PROBLEM TO SOLVE »
Where does the word "bottom" appear in the entries below? Copy each line that holds it.

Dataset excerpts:

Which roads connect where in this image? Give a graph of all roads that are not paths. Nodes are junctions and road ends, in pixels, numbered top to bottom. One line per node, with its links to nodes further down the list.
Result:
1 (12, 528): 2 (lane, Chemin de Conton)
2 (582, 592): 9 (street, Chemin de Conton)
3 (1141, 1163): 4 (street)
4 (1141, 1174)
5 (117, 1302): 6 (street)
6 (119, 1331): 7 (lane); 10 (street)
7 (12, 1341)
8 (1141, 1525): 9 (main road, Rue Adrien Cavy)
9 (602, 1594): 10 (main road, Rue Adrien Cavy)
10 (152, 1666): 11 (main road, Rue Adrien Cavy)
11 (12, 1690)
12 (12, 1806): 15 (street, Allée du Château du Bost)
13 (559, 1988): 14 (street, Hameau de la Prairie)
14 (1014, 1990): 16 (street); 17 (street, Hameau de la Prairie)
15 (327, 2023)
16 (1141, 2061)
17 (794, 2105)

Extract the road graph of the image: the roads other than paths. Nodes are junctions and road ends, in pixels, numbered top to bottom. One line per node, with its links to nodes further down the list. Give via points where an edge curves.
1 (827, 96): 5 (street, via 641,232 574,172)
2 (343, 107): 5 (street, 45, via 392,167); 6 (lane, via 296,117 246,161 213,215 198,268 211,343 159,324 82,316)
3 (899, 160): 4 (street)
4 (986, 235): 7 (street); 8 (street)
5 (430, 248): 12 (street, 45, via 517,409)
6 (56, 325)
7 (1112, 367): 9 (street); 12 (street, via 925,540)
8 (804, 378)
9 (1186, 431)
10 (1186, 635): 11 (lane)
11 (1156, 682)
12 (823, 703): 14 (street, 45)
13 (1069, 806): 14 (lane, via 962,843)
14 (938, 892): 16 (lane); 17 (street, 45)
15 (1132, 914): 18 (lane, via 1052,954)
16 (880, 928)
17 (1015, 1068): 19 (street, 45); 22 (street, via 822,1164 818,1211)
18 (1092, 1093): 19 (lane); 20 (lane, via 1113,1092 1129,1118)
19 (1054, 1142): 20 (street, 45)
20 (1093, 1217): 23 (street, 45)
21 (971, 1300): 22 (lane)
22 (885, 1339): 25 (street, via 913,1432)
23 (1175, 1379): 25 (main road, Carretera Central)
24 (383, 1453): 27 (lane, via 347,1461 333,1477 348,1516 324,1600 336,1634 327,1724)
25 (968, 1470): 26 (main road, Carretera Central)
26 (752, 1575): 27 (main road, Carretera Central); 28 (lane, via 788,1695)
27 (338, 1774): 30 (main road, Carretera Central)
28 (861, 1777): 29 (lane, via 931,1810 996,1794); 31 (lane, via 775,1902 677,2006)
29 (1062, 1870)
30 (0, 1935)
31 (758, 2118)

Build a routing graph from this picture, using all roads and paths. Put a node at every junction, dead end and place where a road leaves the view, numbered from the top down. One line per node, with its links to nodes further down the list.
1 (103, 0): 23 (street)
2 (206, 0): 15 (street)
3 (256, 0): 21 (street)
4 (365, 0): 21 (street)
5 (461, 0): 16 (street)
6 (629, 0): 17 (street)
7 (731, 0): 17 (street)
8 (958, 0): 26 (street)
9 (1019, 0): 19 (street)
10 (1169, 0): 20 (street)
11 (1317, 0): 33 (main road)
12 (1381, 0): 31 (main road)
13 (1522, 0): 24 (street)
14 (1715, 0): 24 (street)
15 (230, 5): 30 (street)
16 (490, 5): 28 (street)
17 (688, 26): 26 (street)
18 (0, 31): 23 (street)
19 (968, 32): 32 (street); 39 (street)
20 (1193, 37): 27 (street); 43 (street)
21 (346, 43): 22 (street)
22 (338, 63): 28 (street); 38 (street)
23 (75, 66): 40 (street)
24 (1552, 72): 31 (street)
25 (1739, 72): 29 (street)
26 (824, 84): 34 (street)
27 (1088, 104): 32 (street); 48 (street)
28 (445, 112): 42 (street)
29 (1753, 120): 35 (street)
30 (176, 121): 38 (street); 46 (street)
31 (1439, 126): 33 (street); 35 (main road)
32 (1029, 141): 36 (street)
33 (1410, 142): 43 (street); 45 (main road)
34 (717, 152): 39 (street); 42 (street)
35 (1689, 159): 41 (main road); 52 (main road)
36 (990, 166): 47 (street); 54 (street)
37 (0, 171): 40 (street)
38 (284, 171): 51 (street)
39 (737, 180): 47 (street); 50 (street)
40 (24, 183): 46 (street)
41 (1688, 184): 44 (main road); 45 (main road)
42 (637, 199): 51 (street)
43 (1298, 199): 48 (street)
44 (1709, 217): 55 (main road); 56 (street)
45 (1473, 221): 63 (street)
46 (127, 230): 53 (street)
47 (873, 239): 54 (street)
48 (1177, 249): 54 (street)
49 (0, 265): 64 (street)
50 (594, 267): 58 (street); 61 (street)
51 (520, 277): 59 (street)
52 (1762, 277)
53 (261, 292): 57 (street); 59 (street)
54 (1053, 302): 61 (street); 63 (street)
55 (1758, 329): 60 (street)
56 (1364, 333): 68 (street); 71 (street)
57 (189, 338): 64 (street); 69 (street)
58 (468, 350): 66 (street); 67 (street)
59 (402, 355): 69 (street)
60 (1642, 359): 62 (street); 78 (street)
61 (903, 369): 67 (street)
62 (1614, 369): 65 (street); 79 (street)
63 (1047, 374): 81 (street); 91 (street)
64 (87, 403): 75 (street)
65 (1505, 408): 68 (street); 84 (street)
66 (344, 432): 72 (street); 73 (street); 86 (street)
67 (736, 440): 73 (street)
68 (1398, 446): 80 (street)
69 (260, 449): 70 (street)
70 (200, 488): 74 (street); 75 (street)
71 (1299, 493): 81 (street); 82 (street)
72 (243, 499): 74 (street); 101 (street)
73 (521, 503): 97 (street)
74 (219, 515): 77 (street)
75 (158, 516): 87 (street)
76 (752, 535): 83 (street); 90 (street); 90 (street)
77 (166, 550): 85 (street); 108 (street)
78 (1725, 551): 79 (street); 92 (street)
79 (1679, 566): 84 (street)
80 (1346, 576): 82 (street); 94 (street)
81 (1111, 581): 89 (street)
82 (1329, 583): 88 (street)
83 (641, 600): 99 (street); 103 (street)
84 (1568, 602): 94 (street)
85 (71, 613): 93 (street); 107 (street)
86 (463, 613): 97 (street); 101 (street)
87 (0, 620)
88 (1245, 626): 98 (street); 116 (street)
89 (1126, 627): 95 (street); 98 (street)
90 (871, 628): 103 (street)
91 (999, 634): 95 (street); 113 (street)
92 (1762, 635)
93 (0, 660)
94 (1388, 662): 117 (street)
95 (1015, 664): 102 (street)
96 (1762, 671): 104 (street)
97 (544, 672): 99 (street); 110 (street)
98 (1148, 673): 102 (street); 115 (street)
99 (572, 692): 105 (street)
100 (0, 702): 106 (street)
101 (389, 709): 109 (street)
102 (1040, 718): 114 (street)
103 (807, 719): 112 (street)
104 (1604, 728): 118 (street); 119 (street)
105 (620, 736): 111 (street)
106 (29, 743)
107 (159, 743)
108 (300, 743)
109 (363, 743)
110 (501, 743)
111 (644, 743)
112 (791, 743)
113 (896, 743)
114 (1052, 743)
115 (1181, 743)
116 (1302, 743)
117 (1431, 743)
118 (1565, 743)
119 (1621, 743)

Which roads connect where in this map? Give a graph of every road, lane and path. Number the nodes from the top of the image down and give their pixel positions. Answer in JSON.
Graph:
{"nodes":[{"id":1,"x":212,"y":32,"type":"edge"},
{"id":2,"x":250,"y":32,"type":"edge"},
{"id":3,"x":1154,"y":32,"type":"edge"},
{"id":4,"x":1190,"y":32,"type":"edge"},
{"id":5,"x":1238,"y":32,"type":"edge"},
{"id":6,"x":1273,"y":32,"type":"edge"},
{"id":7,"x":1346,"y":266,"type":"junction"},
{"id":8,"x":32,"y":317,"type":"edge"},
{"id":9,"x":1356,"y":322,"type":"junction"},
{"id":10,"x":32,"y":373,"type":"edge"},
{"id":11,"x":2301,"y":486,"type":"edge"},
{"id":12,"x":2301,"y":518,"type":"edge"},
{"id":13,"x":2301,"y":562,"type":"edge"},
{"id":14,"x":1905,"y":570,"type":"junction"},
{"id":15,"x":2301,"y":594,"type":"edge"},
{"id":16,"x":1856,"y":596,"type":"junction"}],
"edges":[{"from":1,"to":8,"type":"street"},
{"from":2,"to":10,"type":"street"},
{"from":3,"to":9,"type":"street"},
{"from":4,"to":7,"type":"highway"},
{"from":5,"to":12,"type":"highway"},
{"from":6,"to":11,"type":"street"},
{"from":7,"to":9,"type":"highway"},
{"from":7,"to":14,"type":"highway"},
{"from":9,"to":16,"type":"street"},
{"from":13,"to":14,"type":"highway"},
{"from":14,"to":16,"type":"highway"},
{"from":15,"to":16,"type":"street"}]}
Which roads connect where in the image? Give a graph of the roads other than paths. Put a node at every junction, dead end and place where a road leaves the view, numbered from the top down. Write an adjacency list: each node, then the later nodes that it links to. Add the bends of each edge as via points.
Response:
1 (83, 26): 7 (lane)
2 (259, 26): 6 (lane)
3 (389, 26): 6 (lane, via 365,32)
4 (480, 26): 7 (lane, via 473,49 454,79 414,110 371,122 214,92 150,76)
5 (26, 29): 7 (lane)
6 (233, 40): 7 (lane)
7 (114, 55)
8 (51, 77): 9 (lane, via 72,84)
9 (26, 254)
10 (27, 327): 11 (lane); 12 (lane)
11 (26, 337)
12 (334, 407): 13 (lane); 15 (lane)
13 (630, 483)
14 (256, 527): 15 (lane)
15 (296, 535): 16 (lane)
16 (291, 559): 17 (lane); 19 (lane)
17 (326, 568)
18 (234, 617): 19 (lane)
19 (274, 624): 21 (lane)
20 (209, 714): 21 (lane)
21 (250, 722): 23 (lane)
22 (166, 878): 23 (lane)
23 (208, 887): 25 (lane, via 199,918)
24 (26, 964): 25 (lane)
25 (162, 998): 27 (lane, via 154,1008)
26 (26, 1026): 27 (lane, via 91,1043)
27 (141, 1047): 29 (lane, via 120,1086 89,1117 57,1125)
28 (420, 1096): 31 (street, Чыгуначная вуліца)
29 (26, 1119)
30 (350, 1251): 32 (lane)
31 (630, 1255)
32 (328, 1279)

TASK RESPONSE »
Which roads connect where in this image? Give a graph of all roads that are not paths. Nodes are junctions and road ends, in pixels, numbered top to bottom. One line per node, with its links to nodes further down the list.
Extract the road graph of the image: the roads other than paths. Nodes are junctions and road ends, in pixels, numbered top to bottom. One line per node, with its links to nodes further down the list. Give via points where an edge curves.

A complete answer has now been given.